O Ministério do Trabalho notificou 115 empresas, incluindo grandes nomes do setor de vale-refeição, por não cumprirem as normas estabelecidas para o Programa de Alimentação do Trabalhador (PAT). As penalidades podem alcançar até R$ 50 mil, dependendo da gravidade das infrações.
Irregularidades identificadas na fiscalização
Entre as principais violações, está a cobrança de taxas excessivas por parte das empresas de tíquetes, que chegam a até 8%, muito acima do limite de 3,6% imposto pelo decreto do PAT. Além disso, foi constatada a utilização indevida dos cartões de alimentação para a compra de produtos não alimentares, como bebidas alcoólicas e itens de limpeza, o que fere as diretrizes do programa.
Empresas notificadas
As quatro grandes empresas do setor — VR, Alelo, Pluxee e Ticket Restaurante — foram alvo da ação do governo, que também incluiu restaurantes e supermercados que aceitam os vales. Todas as empresas notificadas confirmaram a recepção das notificações e afirmaram que fornecerão as informações necessárias para esclarecer sua atuação dentro do PAT.
Contexto das novas regras
As novas diretrizes do PAT, publicadas no final de 2025, visam reduzir os custos para os estabelecimentos comerciais e assegurar que os benefícios sejam utilizados de maneira adequada. Além da limitação das taxas, a regulamentação também proíbe rebates, que são descontos que encarecem o custo para os comerciantes.
Desafios enfrentados pelas empresas
Além do uso indevido dos tíquetes, as auditorias revelaram que as companhias de vale-refeição têm oferecido benefícios a empresas que não participam do PAT, o que pode criar um panorama desigual. O programa oferece incentivos fiscais significativos, como deduções no Imposto de Renda e isenção de contribuições ao INSS e FGTS, que tornam o uso dos vales uma opção vantajosa para as empresas.

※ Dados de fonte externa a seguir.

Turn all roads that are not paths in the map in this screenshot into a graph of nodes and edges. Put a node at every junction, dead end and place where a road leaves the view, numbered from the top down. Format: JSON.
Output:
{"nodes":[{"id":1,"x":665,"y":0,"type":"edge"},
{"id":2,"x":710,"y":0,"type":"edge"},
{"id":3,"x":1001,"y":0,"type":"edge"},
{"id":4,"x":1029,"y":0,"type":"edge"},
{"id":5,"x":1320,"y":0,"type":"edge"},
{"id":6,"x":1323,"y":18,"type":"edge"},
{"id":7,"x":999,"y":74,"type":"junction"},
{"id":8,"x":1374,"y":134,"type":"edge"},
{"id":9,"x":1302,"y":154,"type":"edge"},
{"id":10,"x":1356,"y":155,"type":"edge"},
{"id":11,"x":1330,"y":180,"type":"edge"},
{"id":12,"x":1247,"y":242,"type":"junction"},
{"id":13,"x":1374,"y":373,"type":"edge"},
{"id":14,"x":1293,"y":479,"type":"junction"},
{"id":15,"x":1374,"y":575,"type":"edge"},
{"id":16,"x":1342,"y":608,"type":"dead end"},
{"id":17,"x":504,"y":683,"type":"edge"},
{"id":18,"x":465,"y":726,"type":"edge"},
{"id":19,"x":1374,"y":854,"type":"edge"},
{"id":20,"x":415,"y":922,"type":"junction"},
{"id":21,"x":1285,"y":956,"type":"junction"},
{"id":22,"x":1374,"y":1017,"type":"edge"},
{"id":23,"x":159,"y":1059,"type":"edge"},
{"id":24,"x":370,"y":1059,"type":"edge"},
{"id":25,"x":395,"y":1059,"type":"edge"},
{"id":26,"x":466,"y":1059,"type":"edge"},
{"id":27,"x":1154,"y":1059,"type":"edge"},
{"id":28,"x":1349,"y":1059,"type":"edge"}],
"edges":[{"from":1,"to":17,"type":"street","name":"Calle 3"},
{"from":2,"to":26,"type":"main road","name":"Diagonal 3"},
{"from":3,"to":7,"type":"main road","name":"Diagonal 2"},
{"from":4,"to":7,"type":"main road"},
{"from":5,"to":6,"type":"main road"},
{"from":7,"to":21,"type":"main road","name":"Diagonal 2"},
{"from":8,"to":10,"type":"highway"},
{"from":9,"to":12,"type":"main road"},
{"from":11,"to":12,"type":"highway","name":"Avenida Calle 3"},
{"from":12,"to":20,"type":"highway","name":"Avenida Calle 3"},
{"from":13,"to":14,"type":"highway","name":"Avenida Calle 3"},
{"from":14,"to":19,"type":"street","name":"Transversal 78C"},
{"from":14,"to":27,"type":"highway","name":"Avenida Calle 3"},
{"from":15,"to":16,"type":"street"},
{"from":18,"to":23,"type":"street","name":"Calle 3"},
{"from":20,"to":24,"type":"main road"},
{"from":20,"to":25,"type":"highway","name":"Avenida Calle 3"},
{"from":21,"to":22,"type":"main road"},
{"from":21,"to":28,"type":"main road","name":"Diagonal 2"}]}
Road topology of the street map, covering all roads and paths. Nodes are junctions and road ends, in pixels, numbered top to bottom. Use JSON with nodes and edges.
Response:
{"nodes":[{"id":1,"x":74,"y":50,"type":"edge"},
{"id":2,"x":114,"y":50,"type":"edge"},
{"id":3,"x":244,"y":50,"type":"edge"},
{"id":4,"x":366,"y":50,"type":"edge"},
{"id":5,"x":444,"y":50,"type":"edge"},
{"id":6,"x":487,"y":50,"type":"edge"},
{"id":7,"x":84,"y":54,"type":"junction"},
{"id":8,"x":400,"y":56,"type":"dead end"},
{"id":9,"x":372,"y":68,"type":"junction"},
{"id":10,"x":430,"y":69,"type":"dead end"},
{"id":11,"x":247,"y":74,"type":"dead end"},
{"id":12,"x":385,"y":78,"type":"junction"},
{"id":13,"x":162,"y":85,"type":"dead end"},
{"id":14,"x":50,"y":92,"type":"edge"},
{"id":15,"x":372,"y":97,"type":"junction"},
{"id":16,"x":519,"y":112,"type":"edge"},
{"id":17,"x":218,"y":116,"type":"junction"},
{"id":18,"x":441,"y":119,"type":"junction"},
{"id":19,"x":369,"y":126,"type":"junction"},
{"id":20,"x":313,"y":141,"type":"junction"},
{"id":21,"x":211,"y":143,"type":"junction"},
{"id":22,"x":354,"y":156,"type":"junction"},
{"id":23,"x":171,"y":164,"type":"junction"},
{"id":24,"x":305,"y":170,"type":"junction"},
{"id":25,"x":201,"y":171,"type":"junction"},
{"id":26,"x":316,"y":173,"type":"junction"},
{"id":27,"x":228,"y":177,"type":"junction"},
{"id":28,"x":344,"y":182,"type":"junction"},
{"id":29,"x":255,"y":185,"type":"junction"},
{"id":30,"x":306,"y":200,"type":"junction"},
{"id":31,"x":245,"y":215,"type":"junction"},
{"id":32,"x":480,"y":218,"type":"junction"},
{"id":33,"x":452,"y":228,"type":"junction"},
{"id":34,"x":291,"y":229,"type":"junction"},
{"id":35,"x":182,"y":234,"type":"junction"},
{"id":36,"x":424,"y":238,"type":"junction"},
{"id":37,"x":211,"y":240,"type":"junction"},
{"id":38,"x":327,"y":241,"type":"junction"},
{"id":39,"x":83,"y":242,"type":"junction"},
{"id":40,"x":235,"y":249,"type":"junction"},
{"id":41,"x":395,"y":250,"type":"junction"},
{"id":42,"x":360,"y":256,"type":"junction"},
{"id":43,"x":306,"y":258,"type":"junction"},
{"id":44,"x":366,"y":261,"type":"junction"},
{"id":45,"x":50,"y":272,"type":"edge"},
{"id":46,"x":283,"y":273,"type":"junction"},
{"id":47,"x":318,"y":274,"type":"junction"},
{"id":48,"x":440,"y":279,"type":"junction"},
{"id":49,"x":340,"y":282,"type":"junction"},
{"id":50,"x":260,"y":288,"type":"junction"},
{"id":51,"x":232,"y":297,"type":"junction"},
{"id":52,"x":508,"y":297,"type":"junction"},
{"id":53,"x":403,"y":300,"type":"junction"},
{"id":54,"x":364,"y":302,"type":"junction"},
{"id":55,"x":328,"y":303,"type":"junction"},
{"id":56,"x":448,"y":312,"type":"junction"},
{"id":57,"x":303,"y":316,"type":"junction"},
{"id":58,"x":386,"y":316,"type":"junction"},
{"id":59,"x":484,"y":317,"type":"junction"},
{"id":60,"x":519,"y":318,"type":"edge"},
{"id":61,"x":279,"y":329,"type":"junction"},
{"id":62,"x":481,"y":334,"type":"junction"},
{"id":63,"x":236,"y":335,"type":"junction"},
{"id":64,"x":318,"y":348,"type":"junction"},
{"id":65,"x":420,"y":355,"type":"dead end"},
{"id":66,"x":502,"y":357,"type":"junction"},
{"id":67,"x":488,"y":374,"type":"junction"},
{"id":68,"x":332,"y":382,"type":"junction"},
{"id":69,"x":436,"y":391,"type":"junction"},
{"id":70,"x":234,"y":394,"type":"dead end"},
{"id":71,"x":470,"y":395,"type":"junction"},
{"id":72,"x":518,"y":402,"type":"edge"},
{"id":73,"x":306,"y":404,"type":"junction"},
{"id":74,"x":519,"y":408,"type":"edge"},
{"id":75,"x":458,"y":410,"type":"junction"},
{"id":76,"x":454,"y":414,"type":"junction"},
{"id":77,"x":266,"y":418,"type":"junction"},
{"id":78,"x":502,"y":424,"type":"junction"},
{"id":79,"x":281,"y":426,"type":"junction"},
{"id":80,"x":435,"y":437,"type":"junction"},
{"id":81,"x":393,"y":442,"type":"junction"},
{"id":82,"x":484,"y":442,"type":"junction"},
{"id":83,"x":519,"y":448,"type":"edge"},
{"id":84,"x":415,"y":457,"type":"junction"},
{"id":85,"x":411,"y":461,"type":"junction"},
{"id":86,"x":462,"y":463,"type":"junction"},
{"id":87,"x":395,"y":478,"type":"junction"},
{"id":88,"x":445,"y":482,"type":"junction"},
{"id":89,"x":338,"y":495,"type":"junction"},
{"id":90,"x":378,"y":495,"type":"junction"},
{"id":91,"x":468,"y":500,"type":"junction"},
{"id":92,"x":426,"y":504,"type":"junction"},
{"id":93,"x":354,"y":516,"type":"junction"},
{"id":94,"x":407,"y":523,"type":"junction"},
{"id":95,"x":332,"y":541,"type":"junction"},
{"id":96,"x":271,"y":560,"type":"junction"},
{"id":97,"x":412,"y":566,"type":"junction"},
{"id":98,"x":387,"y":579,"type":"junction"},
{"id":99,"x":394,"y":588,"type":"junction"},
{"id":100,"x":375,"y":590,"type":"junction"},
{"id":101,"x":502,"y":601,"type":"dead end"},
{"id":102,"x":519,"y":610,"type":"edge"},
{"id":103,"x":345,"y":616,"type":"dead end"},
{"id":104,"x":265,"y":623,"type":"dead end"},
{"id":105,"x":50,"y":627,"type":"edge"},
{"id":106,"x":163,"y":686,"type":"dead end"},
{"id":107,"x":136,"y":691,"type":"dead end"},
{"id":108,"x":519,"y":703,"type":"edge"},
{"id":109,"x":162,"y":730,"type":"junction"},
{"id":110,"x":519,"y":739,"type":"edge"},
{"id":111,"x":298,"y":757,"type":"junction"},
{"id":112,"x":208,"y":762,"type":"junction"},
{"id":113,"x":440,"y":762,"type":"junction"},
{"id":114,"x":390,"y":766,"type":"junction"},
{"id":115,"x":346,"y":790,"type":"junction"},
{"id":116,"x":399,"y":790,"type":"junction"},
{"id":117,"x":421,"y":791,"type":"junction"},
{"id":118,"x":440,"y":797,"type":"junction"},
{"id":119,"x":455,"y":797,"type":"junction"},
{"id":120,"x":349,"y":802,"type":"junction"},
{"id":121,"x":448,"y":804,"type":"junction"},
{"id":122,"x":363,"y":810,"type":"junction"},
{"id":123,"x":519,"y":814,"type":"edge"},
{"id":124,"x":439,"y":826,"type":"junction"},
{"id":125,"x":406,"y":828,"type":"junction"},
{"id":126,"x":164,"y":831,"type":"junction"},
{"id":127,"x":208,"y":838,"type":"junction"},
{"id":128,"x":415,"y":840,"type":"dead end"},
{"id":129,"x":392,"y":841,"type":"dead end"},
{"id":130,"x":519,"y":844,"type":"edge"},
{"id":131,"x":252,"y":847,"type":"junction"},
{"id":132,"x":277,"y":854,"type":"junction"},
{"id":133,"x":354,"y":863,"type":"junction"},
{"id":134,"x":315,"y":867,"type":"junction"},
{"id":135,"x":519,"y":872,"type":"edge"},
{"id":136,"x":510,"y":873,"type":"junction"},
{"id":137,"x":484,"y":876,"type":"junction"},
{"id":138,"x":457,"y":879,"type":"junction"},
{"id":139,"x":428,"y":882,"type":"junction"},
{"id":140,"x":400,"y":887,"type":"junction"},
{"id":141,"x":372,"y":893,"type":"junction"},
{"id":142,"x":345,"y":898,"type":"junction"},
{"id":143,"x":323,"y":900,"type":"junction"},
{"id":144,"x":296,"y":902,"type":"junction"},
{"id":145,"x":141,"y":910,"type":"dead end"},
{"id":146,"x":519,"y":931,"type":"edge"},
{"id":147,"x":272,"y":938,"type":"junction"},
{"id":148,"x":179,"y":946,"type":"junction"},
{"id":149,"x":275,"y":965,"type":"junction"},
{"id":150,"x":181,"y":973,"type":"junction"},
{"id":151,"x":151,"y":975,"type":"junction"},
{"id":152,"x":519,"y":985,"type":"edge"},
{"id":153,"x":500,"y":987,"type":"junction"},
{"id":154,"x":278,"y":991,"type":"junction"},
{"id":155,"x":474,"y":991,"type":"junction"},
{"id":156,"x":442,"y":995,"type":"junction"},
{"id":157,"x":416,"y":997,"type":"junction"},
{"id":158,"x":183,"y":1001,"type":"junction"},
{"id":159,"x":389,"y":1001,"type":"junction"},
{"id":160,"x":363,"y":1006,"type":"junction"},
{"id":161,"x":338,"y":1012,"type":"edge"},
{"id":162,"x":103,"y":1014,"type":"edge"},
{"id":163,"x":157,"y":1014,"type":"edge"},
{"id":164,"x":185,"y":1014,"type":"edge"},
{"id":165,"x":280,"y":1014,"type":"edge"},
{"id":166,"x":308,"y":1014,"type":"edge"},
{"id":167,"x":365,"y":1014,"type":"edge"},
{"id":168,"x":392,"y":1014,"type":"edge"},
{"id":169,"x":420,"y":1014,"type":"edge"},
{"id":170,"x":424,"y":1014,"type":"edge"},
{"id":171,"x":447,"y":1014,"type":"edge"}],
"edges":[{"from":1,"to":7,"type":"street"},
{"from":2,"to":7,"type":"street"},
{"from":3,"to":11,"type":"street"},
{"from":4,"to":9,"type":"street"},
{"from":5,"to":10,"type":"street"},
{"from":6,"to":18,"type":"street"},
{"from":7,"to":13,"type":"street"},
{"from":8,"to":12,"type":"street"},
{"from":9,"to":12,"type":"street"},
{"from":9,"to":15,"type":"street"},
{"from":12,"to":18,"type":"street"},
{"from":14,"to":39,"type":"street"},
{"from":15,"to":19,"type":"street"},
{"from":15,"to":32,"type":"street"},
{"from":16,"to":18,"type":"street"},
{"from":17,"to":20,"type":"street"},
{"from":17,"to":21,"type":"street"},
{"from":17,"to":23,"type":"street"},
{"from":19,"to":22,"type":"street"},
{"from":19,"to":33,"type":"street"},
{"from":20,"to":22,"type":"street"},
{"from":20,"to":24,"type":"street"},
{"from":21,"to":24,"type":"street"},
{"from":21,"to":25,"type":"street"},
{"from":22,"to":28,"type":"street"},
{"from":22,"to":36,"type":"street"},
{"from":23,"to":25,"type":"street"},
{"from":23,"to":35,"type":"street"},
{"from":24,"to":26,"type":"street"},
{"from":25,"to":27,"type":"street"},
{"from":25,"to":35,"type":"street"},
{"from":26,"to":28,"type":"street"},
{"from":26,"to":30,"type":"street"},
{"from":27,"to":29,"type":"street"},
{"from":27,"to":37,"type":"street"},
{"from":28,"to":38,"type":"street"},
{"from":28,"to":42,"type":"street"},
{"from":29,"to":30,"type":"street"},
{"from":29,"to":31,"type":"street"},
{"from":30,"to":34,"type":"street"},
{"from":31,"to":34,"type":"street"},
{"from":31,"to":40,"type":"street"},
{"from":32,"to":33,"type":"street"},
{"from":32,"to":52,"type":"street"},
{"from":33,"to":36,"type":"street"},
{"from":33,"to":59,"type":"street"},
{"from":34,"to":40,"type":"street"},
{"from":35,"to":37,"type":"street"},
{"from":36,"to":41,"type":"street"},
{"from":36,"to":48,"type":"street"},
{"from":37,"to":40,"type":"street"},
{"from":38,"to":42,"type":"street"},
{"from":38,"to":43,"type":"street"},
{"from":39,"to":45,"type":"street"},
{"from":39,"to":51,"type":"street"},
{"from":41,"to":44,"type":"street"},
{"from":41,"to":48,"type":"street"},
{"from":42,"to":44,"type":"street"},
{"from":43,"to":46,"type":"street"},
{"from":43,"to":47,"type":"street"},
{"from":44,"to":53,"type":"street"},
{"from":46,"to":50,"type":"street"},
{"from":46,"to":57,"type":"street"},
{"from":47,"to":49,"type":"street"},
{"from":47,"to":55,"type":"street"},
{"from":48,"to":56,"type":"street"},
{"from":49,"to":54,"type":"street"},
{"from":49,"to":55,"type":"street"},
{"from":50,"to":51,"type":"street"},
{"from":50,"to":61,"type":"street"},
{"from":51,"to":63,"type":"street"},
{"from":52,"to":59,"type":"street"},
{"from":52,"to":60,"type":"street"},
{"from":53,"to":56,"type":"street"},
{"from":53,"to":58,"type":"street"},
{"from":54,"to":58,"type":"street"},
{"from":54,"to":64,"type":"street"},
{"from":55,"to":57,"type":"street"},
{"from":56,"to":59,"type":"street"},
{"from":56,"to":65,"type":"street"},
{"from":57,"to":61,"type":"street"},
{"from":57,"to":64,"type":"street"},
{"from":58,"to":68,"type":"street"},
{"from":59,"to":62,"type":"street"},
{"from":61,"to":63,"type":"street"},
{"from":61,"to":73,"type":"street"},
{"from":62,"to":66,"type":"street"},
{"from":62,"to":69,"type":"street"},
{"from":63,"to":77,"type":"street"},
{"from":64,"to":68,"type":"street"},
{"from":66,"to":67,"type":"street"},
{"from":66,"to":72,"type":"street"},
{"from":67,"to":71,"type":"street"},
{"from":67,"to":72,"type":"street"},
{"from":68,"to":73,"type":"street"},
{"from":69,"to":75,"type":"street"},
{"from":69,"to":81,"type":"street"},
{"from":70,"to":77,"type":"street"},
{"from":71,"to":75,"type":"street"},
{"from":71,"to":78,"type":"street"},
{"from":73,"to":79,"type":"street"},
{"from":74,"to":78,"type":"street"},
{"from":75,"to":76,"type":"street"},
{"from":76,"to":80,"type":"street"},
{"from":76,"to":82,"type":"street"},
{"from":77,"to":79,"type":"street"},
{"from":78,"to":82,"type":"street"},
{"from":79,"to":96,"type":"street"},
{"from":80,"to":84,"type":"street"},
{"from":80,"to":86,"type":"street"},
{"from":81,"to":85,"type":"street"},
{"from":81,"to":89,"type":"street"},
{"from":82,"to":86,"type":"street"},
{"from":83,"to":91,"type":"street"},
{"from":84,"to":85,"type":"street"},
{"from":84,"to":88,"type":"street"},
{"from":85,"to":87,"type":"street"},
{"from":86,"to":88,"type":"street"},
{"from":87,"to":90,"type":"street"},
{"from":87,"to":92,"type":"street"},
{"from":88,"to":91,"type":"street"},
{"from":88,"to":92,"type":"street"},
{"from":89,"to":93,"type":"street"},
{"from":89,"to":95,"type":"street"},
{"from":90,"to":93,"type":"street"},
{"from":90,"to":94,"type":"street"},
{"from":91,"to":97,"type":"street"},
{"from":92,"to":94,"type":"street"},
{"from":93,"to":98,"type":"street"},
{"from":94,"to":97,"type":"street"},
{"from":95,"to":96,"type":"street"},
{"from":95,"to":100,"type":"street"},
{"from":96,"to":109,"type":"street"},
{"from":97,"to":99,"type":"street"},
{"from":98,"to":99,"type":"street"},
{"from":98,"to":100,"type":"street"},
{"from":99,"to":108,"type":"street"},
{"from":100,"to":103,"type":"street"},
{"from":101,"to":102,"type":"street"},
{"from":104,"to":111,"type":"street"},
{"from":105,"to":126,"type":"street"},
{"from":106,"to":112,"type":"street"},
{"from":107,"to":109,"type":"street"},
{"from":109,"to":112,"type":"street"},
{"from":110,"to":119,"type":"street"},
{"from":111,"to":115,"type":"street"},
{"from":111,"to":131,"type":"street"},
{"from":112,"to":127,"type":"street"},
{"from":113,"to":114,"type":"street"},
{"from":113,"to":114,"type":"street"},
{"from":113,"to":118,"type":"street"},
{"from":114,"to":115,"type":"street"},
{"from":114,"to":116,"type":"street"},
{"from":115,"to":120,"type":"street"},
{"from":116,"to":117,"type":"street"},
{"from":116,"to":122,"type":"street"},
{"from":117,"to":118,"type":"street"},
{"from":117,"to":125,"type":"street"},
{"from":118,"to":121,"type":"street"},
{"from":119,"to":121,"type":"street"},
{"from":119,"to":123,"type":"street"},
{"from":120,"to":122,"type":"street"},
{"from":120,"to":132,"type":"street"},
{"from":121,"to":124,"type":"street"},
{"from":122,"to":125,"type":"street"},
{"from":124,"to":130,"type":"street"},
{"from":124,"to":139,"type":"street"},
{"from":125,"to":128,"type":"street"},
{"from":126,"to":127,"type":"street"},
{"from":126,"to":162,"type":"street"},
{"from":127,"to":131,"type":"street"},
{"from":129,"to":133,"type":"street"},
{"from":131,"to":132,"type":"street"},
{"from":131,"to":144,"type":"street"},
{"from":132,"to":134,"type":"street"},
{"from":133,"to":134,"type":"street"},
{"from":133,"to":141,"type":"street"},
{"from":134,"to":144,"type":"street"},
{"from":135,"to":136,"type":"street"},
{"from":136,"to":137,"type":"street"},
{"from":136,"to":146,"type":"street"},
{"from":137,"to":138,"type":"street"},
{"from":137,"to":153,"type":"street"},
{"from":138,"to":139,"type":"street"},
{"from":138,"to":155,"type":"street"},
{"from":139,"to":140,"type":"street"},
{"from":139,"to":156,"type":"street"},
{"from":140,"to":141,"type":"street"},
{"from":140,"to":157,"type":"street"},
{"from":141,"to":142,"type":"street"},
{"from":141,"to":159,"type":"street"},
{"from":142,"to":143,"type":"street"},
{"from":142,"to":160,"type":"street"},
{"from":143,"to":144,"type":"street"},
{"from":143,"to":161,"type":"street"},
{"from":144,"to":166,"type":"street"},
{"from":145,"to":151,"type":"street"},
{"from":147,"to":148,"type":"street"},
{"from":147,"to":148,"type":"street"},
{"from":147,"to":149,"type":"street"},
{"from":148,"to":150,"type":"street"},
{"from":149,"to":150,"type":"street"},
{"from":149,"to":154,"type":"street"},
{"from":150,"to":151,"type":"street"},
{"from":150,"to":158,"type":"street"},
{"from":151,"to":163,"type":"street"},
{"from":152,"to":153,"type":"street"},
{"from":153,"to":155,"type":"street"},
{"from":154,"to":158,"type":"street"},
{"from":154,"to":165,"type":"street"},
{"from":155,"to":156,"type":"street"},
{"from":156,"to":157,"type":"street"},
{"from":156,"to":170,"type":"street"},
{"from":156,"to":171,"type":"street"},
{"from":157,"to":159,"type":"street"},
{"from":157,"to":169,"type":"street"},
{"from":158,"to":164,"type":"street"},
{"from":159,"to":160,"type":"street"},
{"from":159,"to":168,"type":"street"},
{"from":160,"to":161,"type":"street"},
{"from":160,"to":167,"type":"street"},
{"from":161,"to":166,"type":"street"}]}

Considerações finais e implicações futuras
As empresas de vale-refeição continuam a enfrentar desafios em relação ao cumprimento das novas normas e à implementação de sistemas que impeçam o uso inadequado dos cartões. Rogério Araújo, coordenador-geral do PAT, destaca que as regras se aplicam igualmente a todas as modalidades de benefícios, independentemente de participação no programa. O descumprimento pode resultar em multas, mas a aplicação dessas penalidades ainda está em análise, segundo auditores. A situação requer atenção, pois o movimento financeiro no setor é bilionário, e é fundamental que as empresas se adequem às novas exigências para garantir a legalidade e a eficácia do programa.